Small Modular Reactors are Mini-nuclear reactor, faster to assemble and less expensive
(Sustainabilityenvironment.com) – Boris Johnson’s Great Britain has made the Small Modular Reactors (SMR) a pillar of its energy policy, to quickly replace obsolete plants that will close in the coming years. It is in good company with the United States, Russia and Argentina, but also China, Canada, South Korea. And to return to Europe, France. Macron last year allocated 1 billion euros in the France 2030 plan to develop mini-nuclear reactors with NUWARD designs. Objective: “to bring out in France small and innovative nuclear reactors with better waste management”. But it is precisely spent fuel that can become the stumbling block of the next generation of nuclear power.

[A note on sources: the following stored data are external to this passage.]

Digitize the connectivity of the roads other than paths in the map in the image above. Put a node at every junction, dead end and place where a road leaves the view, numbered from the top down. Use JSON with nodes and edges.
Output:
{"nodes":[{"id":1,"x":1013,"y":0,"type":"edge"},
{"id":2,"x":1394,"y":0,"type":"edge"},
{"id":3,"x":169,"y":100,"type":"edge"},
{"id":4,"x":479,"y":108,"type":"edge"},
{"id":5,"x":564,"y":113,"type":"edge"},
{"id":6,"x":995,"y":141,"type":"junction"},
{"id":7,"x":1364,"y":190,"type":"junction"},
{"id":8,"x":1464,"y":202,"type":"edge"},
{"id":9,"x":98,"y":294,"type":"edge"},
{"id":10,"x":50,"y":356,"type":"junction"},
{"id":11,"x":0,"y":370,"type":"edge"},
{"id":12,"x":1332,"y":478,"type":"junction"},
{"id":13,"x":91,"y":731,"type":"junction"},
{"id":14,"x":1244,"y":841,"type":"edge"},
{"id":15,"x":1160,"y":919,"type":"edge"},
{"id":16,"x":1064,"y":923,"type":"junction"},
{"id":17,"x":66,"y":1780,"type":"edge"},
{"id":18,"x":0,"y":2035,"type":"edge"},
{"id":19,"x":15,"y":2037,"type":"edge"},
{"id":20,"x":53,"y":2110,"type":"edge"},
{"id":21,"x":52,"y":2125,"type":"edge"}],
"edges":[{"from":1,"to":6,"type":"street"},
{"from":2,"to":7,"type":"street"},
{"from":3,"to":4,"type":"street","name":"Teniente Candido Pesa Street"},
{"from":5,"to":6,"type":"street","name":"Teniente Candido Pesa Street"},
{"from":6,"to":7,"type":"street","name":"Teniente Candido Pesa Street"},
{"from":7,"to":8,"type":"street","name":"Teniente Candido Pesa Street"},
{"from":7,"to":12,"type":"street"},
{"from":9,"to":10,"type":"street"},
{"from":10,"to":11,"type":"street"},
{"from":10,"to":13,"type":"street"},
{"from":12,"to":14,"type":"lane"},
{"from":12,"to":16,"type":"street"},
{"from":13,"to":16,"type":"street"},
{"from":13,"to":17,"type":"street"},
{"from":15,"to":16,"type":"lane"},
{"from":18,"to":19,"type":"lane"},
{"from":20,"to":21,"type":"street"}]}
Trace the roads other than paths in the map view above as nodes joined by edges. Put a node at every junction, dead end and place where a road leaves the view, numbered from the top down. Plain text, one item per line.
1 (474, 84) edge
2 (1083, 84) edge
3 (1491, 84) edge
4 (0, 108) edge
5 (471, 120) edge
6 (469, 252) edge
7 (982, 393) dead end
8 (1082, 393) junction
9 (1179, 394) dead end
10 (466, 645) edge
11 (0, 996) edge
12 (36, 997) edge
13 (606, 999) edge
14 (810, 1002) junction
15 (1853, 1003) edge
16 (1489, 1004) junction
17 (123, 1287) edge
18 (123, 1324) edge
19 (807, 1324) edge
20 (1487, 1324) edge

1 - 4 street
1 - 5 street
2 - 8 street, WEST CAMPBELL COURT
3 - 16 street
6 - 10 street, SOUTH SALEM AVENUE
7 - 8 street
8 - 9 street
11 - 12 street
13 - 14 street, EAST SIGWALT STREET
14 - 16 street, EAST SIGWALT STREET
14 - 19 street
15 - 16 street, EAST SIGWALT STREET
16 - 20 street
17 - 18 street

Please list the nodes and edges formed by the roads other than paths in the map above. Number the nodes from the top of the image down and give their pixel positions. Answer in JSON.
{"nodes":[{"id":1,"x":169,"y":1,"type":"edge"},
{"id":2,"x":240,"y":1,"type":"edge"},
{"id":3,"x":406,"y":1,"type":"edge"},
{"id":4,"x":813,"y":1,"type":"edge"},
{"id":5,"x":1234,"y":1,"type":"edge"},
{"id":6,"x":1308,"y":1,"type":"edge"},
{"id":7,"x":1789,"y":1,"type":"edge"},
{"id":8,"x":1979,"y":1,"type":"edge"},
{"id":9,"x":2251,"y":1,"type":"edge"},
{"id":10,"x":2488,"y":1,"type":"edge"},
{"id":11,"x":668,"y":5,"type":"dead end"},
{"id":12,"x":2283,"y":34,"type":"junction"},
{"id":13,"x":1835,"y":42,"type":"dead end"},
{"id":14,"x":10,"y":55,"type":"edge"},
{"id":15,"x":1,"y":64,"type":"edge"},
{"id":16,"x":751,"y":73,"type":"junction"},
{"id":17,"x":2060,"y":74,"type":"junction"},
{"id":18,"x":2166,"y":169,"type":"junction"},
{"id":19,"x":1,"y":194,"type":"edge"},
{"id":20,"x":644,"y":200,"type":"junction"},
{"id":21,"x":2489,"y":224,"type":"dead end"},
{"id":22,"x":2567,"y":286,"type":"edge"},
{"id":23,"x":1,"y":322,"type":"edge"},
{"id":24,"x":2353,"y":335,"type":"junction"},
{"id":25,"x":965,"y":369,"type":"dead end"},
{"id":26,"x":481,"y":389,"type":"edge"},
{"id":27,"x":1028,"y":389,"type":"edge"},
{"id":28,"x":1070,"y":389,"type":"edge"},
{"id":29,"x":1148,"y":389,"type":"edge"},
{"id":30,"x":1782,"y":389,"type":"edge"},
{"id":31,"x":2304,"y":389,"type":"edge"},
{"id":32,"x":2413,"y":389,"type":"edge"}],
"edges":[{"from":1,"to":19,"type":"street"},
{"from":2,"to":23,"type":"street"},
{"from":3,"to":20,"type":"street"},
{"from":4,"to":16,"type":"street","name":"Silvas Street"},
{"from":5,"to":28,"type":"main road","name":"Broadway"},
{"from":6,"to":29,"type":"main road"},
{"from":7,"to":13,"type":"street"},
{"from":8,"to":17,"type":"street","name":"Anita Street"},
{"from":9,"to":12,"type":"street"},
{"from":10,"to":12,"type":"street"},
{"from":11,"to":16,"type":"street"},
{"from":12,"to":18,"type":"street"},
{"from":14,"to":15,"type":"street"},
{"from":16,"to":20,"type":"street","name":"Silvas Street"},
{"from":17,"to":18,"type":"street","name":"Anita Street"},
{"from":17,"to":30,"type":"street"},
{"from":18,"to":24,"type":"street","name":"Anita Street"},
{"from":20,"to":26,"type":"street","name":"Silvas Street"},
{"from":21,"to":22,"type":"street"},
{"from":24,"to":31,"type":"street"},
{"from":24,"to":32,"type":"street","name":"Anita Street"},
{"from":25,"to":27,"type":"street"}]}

According to a study by scientists at Stanford University and the University of British Columbia, small modular nuclear reactors will produce far more waste than conventional power plants. Even 30 times over. Depending on the design, in fact, the authors of the work published in Pnas argue that the volume of radioactive waste “can increase by a factor of 2 to 30“. A disadvantage for SMR, considered more convenient because of the low costs, the possibility of building them in the factory instead of on-site, and therefore the shorter construction time.
Is this the case for all Small Modular Reactors? Not necessarily. The study considers only 3 of the 30 or so advanced designs currently available or under development, namely SMR cooled to water, molten salts and sodium. However, “the intrinsically higher neutron loss associated with SMR,” the authors write, “suggests that most projects are inferior to LWR [light water reactors] in terms of generation, management and final disposal of key radionuclides in nuclear waste”.
An Achilles’ heel for small nuclear reactors
The critical points of the SMR waste would be mainly two: the volumes and how to manage the radioactivity of the waste. The first, the study states that “excess waste volume is attributed to the use of neutron reflectors and/or chemically reactive fuels and refrigerants in SMR projects”. On the second, the study notes that spent fuel from mini-nuclear reactors “will contain relatively high concentrations of fissile nuclides, which will require new approaches to assess criticality during storage and disposal”. And this applies in general to SMR, beyond the 3 designs studied: “Since the properties of waste streams are affected by neutron leakage, a basic physical process that is enhanced in the cores of small reactors, SMR will exacerbate the challenges of nuclear waste management and disposal“.
A conclusion that totally contradicts the thesis of the lawyers of the mini-nuclear reactors, which indicate the SMRs as a solution that reduces even 80% of these problems compared to the advanced third-generation plants. According to the authors of the study, everything depends on the reference metrics. SMR fans usually only use mass and radiotoxicity, while the work published on PNAS also evaluates other factors that affect the safety and cost of waste management, such as the fissile, radiological, physical and chemical properties of spent fuel.